Durante sus primeros meses en Japón, había asistido diligentemente a la academia de japonés recomendada por el agente que le había tramitado el visado, y por las noches había empezado a trabajar en un club de Yotsuya.

Se centró en los estudios y, gracias a su buen oído y a su innata facilidad para los idiomas, pronto empezó a chapurrear el japonés y a entender las conversaciones que oía. También comenzó a vestirse a la moda, comprándose ropa en los grandes almacenes. Aun así, seguía sin poder despojarse del sentimiento de soledad que la había embargado esa tarde de invierno en el tren: por mucho que intentara ignorarla, siempre estaba al acecho, cual gato callejero.

Con todo, lo más importante era el dinero: cuanto más rápido lo ganara, más pronto podría regresar a Shanghai, donde quería abrir una tienda de ropa. Pasaba los días en la academia de japonés y las noches en el club, pero pese a sus esfuerzos apenas podía ahorrar. La vida en Japón era más cara de lo que había imaginado, y la desesperación empezó a hacer mella en su ánimo. Aún no había ahorrado ni una cuarta parte de lo que se había propuesto, y a ese paso nunca podría regresar. Se sentía atrapada. Sus días estaban teñidos de angustia. Era como si en ellos se hubiese abierto una grieta que amenazaba con romper su vida como una delicada taza de té.

Y entonces conoció a Satake.

A pesar de no beber, Satake era un buen cliente del club y se distinguía por sus generosas propinas. Cuando lo vio por primera vez, Anna notó que el encargado del club lo trataba con deferencia y le proporcionaba la mejor chica, de modo que pensó que no tendría nada que hacer con él. Sin embargo, la siguiente ocasión en que apareció por el club, Satake pidió que fuera ella quien lo acompañara a la mesa.

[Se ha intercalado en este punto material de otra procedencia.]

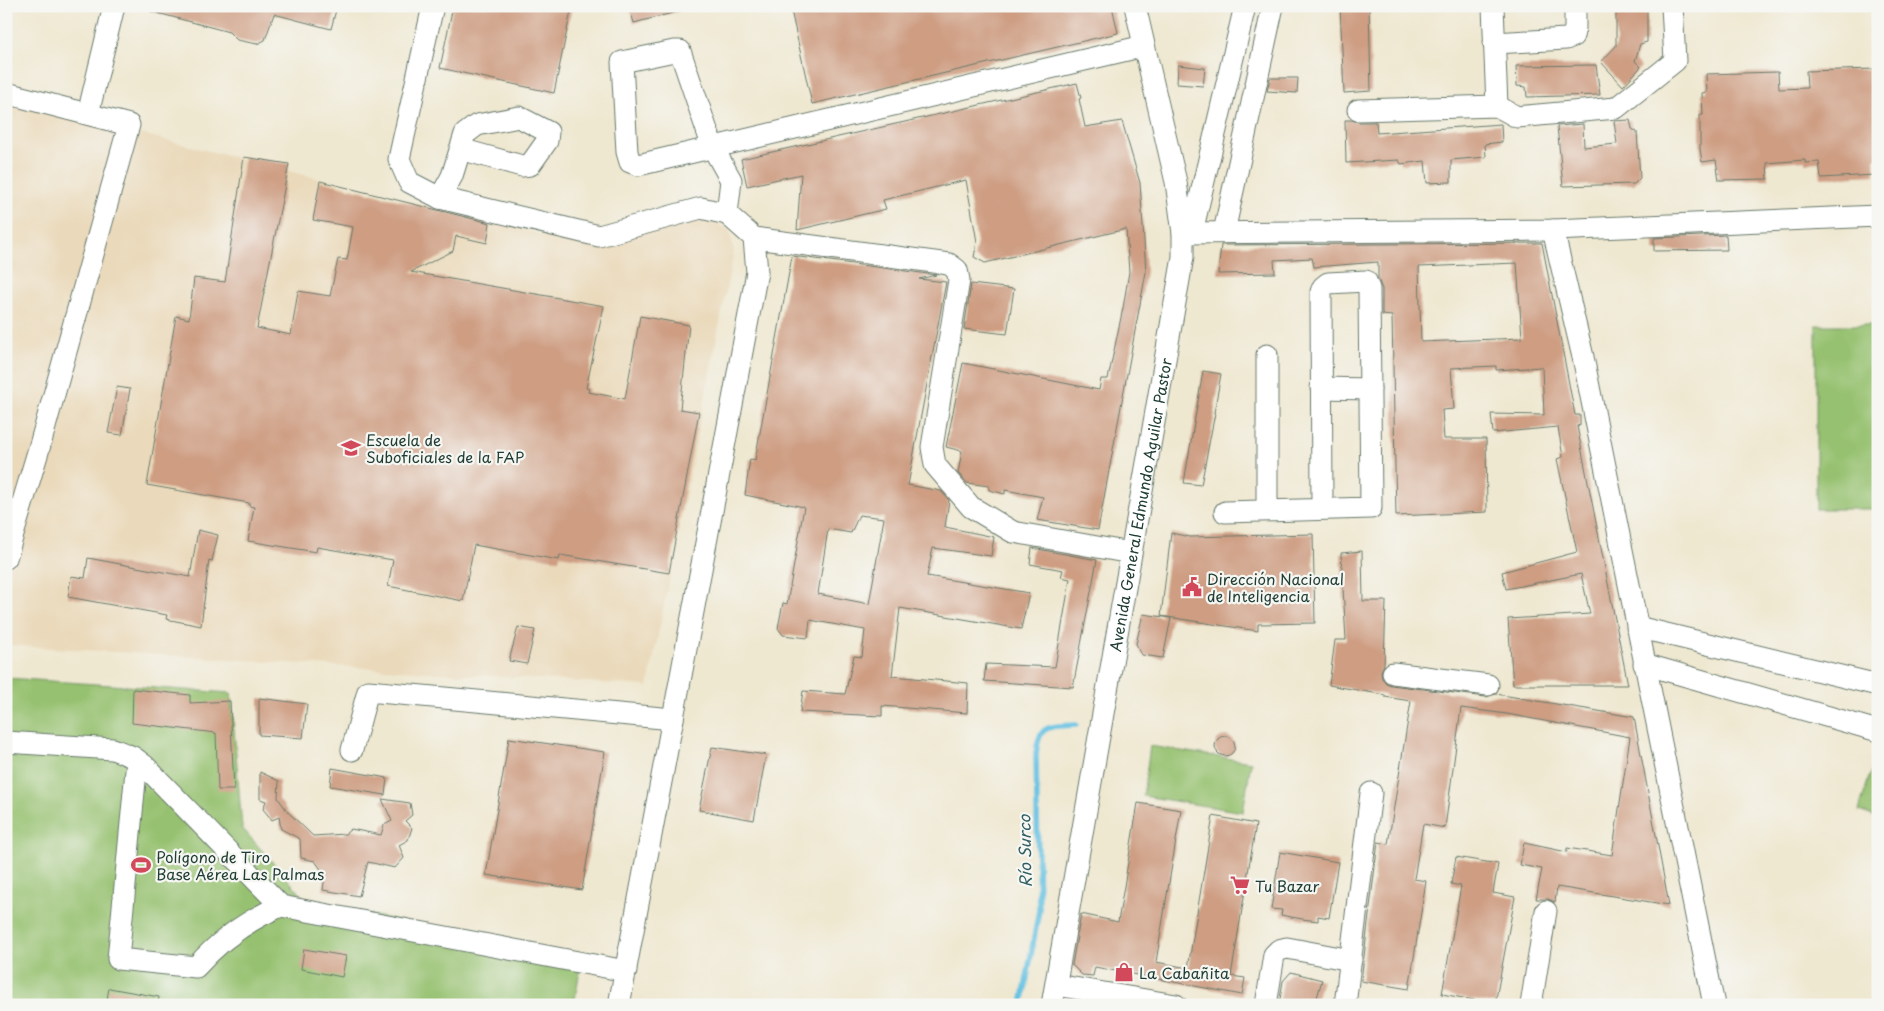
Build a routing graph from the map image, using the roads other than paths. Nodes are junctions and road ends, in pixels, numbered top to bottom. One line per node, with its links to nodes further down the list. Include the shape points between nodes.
1 (114, 6): 14 (street)
2 (433, 6): 17 (street, via 399,159 409,182)
3 (1135, 6): 10 (street, Avenida General Edmundo Aguilar Pastor)
4 (1245, 6): 22 (street)
5 (1273, 6): 21 (street)
6 (1493, 6): 9 (street)
7 (1575, 6): 9 (street, via 1573,36)
8 (1672, 6): 12 (street, via 1675,61 1616,108 1517,118)
9 (1494, 44): 12 (street)
10 (1144, 46): 15 (street); 22 (street, Avenida General Edmundo Aguilar Pastor)
11 (6, 93): 14 (street)
12 (1496, 106): 13 (street)
13 (1358, 110)
14 (88, 114): 31 (street, via 129,125)
15 (713, 148): 15 (street, via 680,51 622,62 630,162 638,165); 18 (street, via 732,180)
16 (460, 149): 17 (street, via 452,176)
17 (440, 198): 18 (street, via 599,236 701,208)
18 (727, 214): 23 (street)
19 (1878, 216): 20 (street)
20 (1553, 230): 21 (street); 32 (street, via 1583,357)
21 (1224, 232): 22 (street)
22 (1188, 233): 30 (street, Avenida General Edmundo Aguilar Pastor)
23 (754, 238): 30 (street, via 949,264 957,270 959,280 932,447 936,465 971,507 1013,532); 37 (street, via 756,272)
24 (1267, 355): 28 (street)
25 (1321, 388): 26 (street); 26 (street, via 1323,287 1328,283 1366,281 1370,289); 27 (street)
26 (1370, 389): 27 (street, via 1370,508)
27 (1322, 509): 28 (street)
28 (1267, 510): 29 (street)
29 (1225, 512)
30 (1131, 553): 47 (street, Avenida General Edmundo Aguilar Pastor)
31 (6, 558)
32 (1637, 626): 33 (street); 36 (street)
33 (1644, 664): 38 (street); 54 (street)
34 (1393, 673): 35 (street)
35 (1488, 685)
36 (1878, 685)
37 (673, 719): 40 (street, via 368,690); 46 (street)
38 (1878, 731)
39 (6, 742): 41 (street, via 113,749)
40 (352, 750)
41 (137, 760): 43 (street); 43 (street, via 118,959 196,967 234,930)
42 (1372, 793): 45 (street)
43 (281, 906): 46 (street)
44 (1546, 911): 53 (street)
45 (1351, 960): 51 (street, via 1287,948 1279,950 1274,955); 52 (street)
46 (626, 971): 49 (street)
47 (1054, 995): 48 (street)
48 (1085, 997): 50 (street)
49 (619, 1005)
50 (1176, 1005)
51 (1266, 1005)
52 (1345, 1005)
53 (1531, 1005)
54 (1714, 1005)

—Me llamo Anna. Encantada.

Satake parecía diferente del resto de clientes, que solían pecar de un exceso de timidez y egocentrismo. Entrecerró los ojos como si degustara la voz de Anna y miró fijamente sus labios, como un profesor de japonés atento a la pronunciación de su alumna. Anna se puso nerviosa, como si el profesor hubiera decidido examinarla.

—¿Un whisky con agua? —le preguntó.

Mientras le preparaba un whisky poco cargado, no dejó de observarlo. Tenía cerca de cuarenta años, de tez morena, pelo corto, ojos muy pequeños y labios gruesos. Si bien no era guapo, su cara transmitía una cierta serenidad que lo hacía atractivo. Sin embargo, vestía rematadamente mal: un traje negro de marca que le quedaba horrible, una corbata llamativa, un Rolex de oro y un encendedor Cartier también dorado. El efecto que producía el conjunto era casi cómico al lado de sus ojos tristones.

Unos ojos que se asemejaban a un lago. A Anna le recordaron una foto que había visto en alguna revista, en la que se veía un oscuro lago oculto en la cima de una montaña. El agua de ese lago era helada y turbia, y Anna imaginaba que en sus profundidades vivían extraños seres enredados entre las algas. En esas aguas nadie se atrevía a nadar o a botar una nave. Por la noche, cuando la superficie del oscuro cráter se tragaba la luz de las estrellas, los extraños habitantes de la laguna seguían escondidos en las profundidades. Tal vez ese hombre, Satake, hubiera escogido esa indumentaria chillona para evitar que la gente se asomara a la oscura laguna de sus ojos.

Anna observó las manos de Satake. No llevaba ninguna joya. Su piel fina delataba que nunca había hecho un trabajo manual. Para ser unas manos masculinas, eran bonitas y bien proporcionadas. ¿En qué debía trabajar? Como no parecía encajar en ninguna tipología, se preguntó si no sería uno de esos yakuza de los que había oído hablar. Al pensar en ello, la embargó una mezcla de miedo y curiosidad.

—¿Anna? —dijo él.

Se puso un cigarrillo en los labios y la observó un buen rato. En la laguna no había ni una ola. Por mucho que la mirara, sus ojos no traslucieron el menor signo de aprobación o de decepción. Con todo, su voz era suave y agradable, y Anna pensó que le gustaría volverla a escuchar.

Tal como le habían enseñado en el club, Anna se apresuró a coger el mechero para encenderle el cigarrillo, pero con las prisas se le resbaló y a punto estuvo de caérsele. Satake pareció relajarse.

—No tienes por qué estar nerviosa.

—Lo siento.

—¿Cuántos años tienes? ¿Veinte?

—Sí —asintió Anna, que acababa de cumplirlos.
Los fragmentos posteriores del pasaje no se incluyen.